WHAT IS EXPECTED
Show all lines from the material that carry the word "node".
*** SUPPLIED RECORDS ***
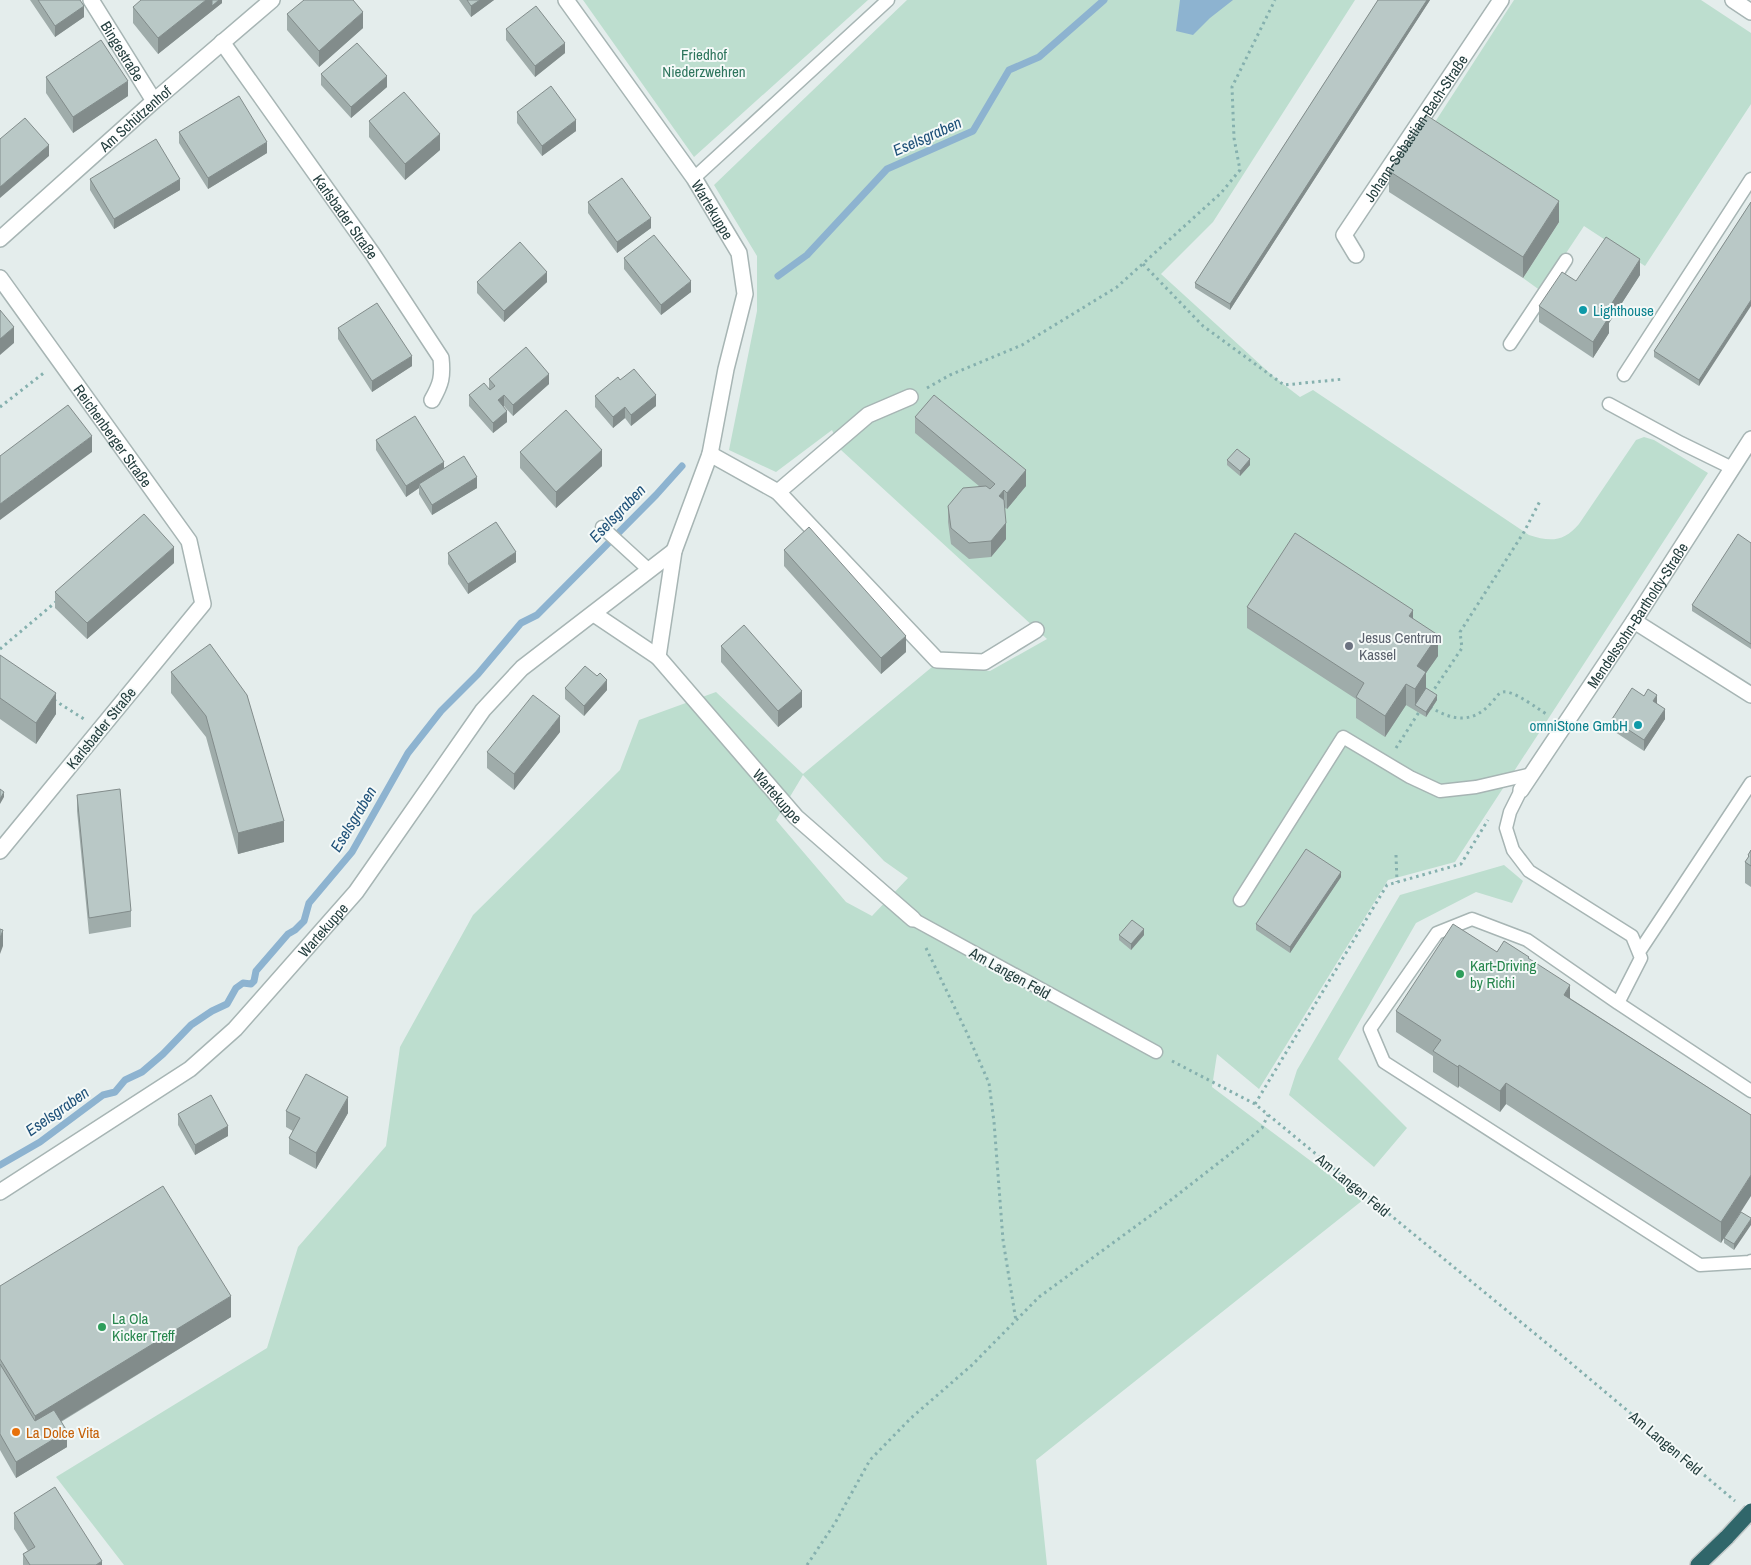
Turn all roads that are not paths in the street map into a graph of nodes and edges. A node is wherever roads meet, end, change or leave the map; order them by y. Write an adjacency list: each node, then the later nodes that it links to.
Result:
1 (91, 0): 9 (street, Bingestraße)
2 (272, 0): 8 (street, Am Schützenhof)
3 (566, 0): 10 (street, Wartekuppe)
4 (888, 0): 10 (lane)
5 (1502, 0): 13 (street, Johann-Sebastian-Bach-Straße)
6 (1733, 0): 7 (street)
7 (1751, 12)
8 (222, 42): 9 (street, Am Schützenhof); 19 (street, Karlsbader Straße)
9 (154, 101): 12 (street, Am Schützenhof)
10 (694, 178): 22 (street, Wartekuppe)
11 (1751, 179): 17 (lane)
12 (0, 239)
13 (1356, 255)
14 (1566, 260): 16 (lane)
15 (0, 278): 28 (street, Reichenberger Straße)
16 (1510, 344)
17 (1624, 375)
18 (910, 397): 24 (street)
19 (432, 400)
20 (1608, 404): 23 (lane)
21 (1751, 439): 23 (street, Mendelssohn-Bartholdy-Straße)
22 (710, 454): 24 (street); 26 (street, Wartekuppe)
23 (1732, 468): 30 (street, Mendelssohn-Bartholdy-Straße)
24 (778, 492): 31 (street)
25 (602, 527): 27 (lane)
26 (674, 551): 27 (street, Wartekuppe); 32 (street, Wartekuppe)
27 (650, 570): 29 (street, Wartekuppe)
28 (203, 604): 37 (street, Karlsbader Straße)
29 (594, 614): 32 (street, Wartekuppe); 44 (street, Wartekuppe)
30 (1634, 621): 33 (street); 34 (street, Mendelssohn-Bartholdy-Straße)
31 (1036, 630)
32 (658, 657): 39 (street, Wartekuppe)
33 (1751, 695)
34 (1532, 774): 36 (street, Mendelssohn-Bartholdy-Straße); 38 (lane)
35 (1751, 783): 40 (lane)
36 (1521, 790): 40 (lane)
37 (0, 851)
38 (1240, 900)
39 (913, 920): 42 (lane, Am Langen Feld)
40 (1639, 952): 41 (lane)
41 (1618, 1003): 43 (lane); 45 (lane)
42 (1156, 1052)
43 (1751, 1092)
44 (0, 1192)
45 (1751, 1261)
46 (1751, 1511): 47 (highway, bridge)
47 (1698, 1565)

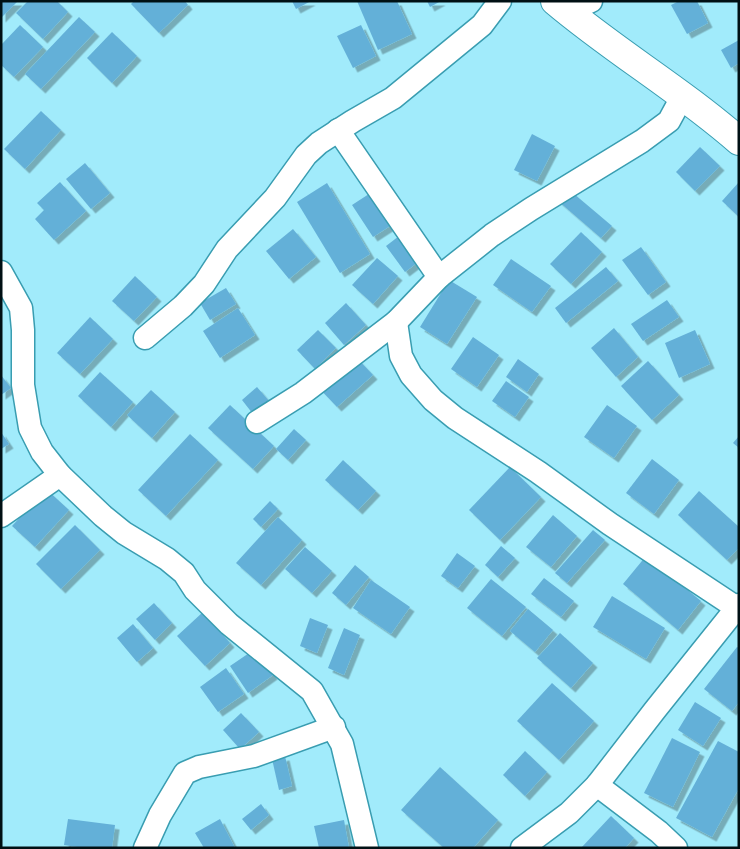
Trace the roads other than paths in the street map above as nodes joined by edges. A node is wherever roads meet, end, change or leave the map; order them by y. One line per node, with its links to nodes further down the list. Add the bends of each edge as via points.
*** End of SUPPLIED RECORDS ***
YOUR SOLUTION
Turn all roads that are not paths in the street map into a graph of nodes and edges. A node is wherever roads meet, end, change or leave the map; order them by y. Write an adjacency list: each node, then the later nodes that it links to.
Trace the roads other than paths in the street map above as nodes joined by edges. A node is wherever roads meet, end, change or leave the map; order them by y. One line per node, with its links to nodes further down the list. Add the bends of each edge as via points.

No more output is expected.